We analyzed the correlation between TSC1 and TSC2 and rectal cancer and found that TSC1 expression was lower in patients with venous invasion, and TSC2 expression was lower in younger patients than in older patients. Next, we evaluated survival data to confirm the prognostic value of TSC1 and TSC2 mRNA expression in CRC. TSC2, but not TSC1 expression, was associated with the overall survival. TSC2 as a hub for multiple signaling pathway networks, can regulate cell cycle, autophagy, and other physiological functions, and is closely related to breast cancer pathogenesis, treatment, and prognosis.

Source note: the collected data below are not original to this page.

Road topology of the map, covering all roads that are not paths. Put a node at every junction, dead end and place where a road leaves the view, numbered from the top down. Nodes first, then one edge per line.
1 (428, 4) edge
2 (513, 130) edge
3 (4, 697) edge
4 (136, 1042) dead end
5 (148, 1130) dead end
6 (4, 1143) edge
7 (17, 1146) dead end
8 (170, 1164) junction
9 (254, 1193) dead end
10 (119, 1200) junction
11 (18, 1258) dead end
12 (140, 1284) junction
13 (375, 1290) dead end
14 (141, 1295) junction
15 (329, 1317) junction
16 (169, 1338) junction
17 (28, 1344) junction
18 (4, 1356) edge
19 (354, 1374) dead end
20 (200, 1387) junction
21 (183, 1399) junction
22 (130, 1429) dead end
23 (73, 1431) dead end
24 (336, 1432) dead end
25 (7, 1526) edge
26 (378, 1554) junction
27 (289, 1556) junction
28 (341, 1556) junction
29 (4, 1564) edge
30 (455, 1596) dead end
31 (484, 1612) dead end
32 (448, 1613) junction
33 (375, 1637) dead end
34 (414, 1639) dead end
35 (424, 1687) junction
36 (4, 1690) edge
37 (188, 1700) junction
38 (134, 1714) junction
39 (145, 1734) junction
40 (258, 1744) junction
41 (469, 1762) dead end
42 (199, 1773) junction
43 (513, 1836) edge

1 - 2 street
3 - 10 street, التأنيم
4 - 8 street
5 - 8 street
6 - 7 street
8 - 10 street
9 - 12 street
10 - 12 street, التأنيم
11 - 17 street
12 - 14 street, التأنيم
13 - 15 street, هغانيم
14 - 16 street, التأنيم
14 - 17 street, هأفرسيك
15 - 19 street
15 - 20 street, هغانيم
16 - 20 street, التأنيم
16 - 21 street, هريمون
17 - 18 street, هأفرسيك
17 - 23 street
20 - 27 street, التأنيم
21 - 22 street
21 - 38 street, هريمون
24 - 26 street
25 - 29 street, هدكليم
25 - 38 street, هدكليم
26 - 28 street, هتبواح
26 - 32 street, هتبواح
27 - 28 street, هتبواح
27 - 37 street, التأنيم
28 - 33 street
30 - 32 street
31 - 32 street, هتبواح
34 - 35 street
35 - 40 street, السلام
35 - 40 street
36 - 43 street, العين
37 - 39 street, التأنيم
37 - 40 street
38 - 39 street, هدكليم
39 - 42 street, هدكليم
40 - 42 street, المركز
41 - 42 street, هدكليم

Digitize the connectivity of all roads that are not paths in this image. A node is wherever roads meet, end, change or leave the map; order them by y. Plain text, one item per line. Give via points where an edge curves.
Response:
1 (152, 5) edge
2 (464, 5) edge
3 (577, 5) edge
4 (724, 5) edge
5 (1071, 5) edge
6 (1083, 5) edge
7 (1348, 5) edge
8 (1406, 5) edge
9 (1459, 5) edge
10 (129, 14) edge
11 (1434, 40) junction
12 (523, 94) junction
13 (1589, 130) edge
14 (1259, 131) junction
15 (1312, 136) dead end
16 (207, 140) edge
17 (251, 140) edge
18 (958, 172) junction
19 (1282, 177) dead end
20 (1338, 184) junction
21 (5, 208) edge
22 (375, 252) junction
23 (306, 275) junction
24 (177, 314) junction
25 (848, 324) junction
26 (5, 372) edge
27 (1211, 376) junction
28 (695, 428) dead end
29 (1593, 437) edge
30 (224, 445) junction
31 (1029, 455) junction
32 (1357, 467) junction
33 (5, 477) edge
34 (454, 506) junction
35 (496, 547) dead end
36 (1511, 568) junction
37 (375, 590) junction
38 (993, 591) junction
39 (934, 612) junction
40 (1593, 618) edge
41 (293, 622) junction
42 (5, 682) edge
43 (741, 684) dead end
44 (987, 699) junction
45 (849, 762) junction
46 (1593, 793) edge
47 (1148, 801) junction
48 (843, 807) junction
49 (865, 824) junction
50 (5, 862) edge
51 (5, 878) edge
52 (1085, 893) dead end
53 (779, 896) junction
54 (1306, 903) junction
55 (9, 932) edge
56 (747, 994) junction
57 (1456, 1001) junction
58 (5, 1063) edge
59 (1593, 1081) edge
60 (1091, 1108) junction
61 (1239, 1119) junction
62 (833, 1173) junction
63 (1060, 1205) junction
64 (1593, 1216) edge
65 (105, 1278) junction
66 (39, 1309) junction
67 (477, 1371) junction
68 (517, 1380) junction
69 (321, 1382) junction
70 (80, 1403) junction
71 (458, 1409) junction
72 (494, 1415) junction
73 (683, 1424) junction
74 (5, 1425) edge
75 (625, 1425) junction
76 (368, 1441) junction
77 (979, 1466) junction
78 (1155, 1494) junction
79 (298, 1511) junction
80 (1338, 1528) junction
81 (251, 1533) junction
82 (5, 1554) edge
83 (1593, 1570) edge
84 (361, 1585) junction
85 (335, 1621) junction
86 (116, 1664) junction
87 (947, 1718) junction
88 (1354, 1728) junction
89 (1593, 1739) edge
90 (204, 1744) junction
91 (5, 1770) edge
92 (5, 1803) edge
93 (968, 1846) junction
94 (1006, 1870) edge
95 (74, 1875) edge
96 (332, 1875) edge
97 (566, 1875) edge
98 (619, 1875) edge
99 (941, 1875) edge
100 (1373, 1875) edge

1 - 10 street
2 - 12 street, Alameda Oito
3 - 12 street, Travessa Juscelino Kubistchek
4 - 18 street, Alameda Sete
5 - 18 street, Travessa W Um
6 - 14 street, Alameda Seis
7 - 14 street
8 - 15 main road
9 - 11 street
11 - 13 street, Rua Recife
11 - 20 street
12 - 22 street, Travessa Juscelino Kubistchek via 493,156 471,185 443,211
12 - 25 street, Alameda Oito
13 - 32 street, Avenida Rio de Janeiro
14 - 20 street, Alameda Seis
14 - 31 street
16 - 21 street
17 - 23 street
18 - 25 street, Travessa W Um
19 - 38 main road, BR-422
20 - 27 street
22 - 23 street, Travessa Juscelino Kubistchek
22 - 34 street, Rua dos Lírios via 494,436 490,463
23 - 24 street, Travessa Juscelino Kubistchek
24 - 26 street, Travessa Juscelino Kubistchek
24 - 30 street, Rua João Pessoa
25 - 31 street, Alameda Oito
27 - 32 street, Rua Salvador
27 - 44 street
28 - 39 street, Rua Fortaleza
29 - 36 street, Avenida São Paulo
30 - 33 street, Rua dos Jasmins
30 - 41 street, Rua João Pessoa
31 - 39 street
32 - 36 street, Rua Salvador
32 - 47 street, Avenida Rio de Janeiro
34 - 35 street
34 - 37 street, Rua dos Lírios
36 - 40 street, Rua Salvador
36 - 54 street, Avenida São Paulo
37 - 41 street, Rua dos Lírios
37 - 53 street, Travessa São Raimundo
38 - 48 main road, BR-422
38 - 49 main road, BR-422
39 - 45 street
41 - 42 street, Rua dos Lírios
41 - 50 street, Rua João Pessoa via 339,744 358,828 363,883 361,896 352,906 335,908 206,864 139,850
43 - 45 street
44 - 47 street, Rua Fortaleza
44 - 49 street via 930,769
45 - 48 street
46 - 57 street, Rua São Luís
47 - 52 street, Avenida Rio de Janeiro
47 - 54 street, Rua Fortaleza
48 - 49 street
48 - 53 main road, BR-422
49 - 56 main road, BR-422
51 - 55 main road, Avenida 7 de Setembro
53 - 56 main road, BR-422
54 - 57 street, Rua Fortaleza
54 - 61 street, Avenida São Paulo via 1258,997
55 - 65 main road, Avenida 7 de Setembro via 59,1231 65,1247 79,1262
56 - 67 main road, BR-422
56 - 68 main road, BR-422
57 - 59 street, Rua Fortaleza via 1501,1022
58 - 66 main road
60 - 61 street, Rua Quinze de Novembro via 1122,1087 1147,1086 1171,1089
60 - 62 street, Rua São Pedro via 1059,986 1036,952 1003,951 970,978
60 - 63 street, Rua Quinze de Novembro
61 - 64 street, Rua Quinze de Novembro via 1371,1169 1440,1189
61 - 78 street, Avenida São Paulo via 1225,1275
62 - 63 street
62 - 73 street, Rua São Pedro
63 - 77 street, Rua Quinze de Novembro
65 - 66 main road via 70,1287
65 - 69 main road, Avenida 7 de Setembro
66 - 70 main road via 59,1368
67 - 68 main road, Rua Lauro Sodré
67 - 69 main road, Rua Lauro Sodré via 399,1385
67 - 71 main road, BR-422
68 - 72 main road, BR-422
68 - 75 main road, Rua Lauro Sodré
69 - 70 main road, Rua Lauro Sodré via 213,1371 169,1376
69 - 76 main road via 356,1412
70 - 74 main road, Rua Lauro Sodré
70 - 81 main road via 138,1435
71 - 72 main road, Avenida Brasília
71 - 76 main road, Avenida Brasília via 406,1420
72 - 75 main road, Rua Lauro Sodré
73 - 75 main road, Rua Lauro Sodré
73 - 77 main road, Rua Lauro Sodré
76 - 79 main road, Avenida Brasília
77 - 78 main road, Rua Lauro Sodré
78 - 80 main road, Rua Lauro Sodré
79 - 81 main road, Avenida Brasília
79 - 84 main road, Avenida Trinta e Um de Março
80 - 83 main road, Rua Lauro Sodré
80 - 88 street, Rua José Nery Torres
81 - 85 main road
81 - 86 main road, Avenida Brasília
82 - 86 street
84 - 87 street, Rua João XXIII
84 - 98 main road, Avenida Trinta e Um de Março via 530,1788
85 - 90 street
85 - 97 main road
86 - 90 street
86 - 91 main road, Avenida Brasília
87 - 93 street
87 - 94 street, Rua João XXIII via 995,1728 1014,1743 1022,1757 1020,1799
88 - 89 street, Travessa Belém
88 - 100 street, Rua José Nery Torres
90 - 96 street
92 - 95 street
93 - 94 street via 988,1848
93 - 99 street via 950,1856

Low TSC2 expression was recently shown to be associated with poor breast cancer prognosis [23]. Although previous breast cancer results have been contradictory, our study and accumulating evidence suggest that TSC genes may be associated with colorectal cancer progression and clinical characteristics. Subsequent studies to detect the molecular mechanisms and clinical characteristics of TSC genes in colorectal cancer need to be conducted in larger CRC case studies.

5. Conclusions

To conclude, this study is the first to establish a significant correlation between TSC genes and rectal cancer using TCGA data. It suggests that TSC2 could be a potential candidate for treating CRC. Overall, we highlight the need for further exploration of the molecular mechanisms and clinical characteristics of TSC genes in colorectal cancer, particularly in larger case studies. We suggest that TSC genes may play a role in CRC progression and clinical features, paving the way for future investigations.

Author Contributions

conceptualization, JC. L., JH. L., AN. B., SJ. J.; methodology, JC. L., JH. P., JH. L., AN. B., SJ. J.; software, JC. L., JH. L., AN. B., SJ. J.; validation, JC. L., JH. L., AN. B., SJ. J.; formal analysis, JC. L., JH. L., AN. B., SJ. J.; investigation, JC. L., JH. L., AN. B., SJ. J.; resources, JC. L., JH. L., JH. P., AN. B., SJ. J.; data curation, JC. L., JH. L., AN. B., SJ. J.; writing-original draft preparation, JC. L., JH. L., AN. B., SJ. J.; writing-review and editing, JC. L., JH. L., AN. B., SJ. J.; visualization, JC. L., JH. L., JH. P., AN. B., SJ. J.; supervision, JC. L., JH. L., AN. B., SJ. J.; project administration, JC. L., JH. L., AN. B., SJ. J.; funding acquisition, SJ. J.

Funding

This research was supported by Basic Science Research Program through the National Research Foundation of Korea (NRF) funded by the Ministry of Education (2022R1I1A1A01068949).

Conflicts of Interest

The authors declare no conflict of interest.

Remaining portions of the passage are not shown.